--- Data supplied ---
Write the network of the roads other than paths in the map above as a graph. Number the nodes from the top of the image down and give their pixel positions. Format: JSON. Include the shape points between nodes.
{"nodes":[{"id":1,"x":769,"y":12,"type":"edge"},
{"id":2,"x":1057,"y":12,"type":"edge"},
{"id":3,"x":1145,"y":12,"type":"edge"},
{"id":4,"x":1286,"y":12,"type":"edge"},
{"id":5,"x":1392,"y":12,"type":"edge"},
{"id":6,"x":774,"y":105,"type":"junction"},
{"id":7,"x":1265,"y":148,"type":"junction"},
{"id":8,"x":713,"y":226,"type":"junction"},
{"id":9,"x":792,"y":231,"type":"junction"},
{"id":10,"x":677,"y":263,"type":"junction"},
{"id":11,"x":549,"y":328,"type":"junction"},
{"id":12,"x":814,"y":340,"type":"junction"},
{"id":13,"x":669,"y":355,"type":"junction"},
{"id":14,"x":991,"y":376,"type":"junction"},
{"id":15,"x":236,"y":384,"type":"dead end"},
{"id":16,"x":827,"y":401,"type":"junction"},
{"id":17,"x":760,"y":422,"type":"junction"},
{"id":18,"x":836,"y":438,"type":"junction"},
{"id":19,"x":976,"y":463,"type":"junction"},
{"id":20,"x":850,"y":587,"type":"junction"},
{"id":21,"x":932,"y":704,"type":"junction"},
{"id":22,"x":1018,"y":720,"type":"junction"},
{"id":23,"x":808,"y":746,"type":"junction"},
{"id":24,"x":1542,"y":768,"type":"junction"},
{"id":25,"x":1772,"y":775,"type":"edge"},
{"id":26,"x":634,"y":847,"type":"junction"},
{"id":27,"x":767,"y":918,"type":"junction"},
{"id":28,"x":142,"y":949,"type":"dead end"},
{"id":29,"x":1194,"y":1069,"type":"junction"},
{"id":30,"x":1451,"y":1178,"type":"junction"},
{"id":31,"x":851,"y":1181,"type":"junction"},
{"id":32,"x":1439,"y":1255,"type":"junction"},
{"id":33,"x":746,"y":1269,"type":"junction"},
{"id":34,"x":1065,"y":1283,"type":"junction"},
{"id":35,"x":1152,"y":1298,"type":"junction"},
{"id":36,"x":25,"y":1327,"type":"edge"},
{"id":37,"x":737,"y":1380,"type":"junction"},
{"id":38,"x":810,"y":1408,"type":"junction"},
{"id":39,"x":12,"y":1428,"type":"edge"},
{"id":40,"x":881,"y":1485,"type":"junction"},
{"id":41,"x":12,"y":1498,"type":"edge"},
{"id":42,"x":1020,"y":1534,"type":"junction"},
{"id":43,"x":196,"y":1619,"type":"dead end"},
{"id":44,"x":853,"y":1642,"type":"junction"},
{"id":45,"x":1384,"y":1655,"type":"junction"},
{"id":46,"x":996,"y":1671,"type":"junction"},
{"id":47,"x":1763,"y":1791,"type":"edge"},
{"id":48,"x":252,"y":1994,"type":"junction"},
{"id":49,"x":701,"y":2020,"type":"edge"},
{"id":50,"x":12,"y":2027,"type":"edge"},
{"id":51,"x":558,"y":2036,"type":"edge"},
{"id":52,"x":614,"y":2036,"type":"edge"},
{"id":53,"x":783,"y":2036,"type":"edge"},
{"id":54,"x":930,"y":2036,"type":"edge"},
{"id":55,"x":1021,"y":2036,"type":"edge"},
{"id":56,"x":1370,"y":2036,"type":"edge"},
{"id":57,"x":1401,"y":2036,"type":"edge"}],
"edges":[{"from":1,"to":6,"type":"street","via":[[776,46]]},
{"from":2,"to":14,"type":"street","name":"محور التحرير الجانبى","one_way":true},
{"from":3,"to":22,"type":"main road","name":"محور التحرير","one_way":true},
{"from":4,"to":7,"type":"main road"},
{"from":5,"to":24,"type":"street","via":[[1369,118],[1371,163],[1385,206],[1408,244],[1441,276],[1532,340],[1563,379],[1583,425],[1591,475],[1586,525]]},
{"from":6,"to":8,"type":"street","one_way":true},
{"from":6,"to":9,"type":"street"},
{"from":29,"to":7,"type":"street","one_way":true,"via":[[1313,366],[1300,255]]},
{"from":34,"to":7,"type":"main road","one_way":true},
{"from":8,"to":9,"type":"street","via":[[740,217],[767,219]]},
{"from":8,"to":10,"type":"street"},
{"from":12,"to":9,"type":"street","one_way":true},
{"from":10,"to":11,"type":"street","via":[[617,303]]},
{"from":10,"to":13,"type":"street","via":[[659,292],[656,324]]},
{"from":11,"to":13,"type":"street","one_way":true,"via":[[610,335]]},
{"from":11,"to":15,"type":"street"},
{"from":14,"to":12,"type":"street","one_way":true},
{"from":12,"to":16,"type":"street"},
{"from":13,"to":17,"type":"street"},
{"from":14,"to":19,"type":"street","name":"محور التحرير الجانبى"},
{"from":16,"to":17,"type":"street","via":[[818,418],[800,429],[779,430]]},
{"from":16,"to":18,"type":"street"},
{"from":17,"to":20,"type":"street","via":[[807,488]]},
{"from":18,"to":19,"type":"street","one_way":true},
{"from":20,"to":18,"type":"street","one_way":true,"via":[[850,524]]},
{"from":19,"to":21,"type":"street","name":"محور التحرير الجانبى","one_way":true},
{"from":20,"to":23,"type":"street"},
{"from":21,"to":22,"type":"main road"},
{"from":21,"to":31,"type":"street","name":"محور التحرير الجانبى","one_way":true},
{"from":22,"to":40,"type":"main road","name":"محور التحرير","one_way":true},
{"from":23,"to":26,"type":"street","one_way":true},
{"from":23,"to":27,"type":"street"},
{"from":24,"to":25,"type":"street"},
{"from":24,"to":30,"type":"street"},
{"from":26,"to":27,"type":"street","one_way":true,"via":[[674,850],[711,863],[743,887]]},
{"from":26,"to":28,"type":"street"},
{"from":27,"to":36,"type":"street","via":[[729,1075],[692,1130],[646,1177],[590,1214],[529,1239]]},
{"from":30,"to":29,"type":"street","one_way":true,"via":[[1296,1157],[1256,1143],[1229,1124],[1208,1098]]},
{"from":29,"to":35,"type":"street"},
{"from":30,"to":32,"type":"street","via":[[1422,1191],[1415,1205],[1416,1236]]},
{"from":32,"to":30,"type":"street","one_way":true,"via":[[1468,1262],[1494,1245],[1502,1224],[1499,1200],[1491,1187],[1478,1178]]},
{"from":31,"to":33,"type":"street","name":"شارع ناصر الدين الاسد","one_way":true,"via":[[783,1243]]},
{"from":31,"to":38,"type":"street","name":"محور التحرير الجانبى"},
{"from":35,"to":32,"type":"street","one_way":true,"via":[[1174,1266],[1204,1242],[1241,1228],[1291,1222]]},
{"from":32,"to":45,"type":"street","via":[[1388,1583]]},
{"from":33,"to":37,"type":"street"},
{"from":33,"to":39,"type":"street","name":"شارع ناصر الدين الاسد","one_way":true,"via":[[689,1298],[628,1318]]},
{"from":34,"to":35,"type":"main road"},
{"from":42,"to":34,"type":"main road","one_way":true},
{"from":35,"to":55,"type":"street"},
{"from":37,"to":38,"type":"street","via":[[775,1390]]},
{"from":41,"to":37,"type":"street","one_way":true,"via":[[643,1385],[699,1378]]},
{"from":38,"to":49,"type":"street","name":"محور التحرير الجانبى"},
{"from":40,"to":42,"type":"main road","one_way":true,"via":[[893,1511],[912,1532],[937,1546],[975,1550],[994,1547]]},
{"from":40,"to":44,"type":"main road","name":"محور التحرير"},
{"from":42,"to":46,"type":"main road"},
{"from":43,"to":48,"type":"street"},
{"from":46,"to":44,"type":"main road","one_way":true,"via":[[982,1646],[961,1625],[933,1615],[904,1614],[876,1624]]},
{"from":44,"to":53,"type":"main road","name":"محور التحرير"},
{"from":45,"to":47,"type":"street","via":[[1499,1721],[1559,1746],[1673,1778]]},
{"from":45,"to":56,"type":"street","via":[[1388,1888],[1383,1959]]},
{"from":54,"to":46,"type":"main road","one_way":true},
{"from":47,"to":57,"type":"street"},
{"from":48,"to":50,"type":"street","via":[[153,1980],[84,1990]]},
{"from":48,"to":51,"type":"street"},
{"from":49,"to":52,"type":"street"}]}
---
### Task goal
Copy all the lines above that hold the string "الجانبى".

### Solution for this problem
{"from":2,"to":14,"type":"street","name":"محور التحرير الجانبى","one_way":true},
{"from":14,"to":19,"type":"street","name":"محور التحرير الجانبى"},
{"from":19,"to":21,"type":"street","name":"محور التحرير الجانبى","one_way":true},
{"from":21,"to":31,"type":"street","name":"محور التحرير الجانبى","one_way":true},
{"from":31,"to":38,"type":"street","name":"محور التحرير الجانبى"},
{"from":38,"to":49,"type":"street","name":"محور التحرير الجانبى"},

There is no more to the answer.